锂(Li)是一种用于治疗双相情感障碍(BP)症状的情绪稳定剂,通过下调糖原合酶激酶-3β(GSK-3β)具有重要的抗炎作用。然而,有时锂在某些患者中效果不佳,提示存在基因干扰。先前的研究描述了由超氧化物歧化酶锰依赖性基因多态性(Val16Ala-SOD2 SNP,rs4880)引起的遗传超氧化物-过氧化氢(S-HP)失衡与某些药物和生物活性分子的不同抗炎反应之间的关联。因此,我们在此推测S-HP失衡可能对锂对GSK-3β的调节产生某些影响。
为了验证这一假设,进行了遗传和药理学S-HP失衡实验方案。在这两个实验方案中,免疫细胞通过植物血凝素(PHA)激活。第一个方案使用携带不同Val16Ala-SOD2基因型的外周血单核细胞(PBMC)培养物,第二个方案使用商业巨噬细胞系RAW 264.7。巨噬细胞暴露于百草枯以诱导高S水平(VV样细胞)或卟啉,卟啉是一种类似SOD2的分子,可增加S向HP的歧化(AA样细胞)。

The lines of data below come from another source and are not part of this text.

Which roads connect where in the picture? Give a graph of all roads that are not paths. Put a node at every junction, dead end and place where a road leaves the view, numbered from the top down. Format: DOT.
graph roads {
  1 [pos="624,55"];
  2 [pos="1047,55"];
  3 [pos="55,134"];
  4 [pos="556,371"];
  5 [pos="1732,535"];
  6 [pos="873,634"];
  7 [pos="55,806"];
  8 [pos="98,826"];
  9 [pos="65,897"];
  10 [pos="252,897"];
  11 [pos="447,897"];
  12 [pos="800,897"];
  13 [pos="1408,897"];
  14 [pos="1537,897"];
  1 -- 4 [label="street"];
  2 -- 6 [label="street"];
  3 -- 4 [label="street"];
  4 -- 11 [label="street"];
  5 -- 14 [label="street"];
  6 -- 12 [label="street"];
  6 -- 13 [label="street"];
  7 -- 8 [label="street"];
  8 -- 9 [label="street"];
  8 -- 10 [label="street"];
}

在两个实验方案中,均在24小时培养物中评估锂对GSK-3β基因和蛋白质调节的影响。还通过72小时细胞培养物中的细胞增殖分析炎症激活情况。
正如预期的那样,PHA暴露引发了GSK-3β基因表达的强烈上调(p≤0.001),锂暴露在0.7mEq/L浓度时显示出GSK-3β基因下调。然而,锂对GSK-3β基因和蛋白质表达的调节作用直接受到基础S-HP平衡的影响。与平衡状态以及AA和AA样细胞相比,高S基础水平(VV基因型和VV样细胞)的存在导致锂的抗炎作用减弱(p<0.001)。尽管与体外试验相关存在方法学局限性,但整体结果表明锂的抗炎作用受S-HP基础状态影响,并且其影响可能导致一些患者对锂治疗产生耐药性或增加与锂相关的某些副作用的强度,这似乎是合理的。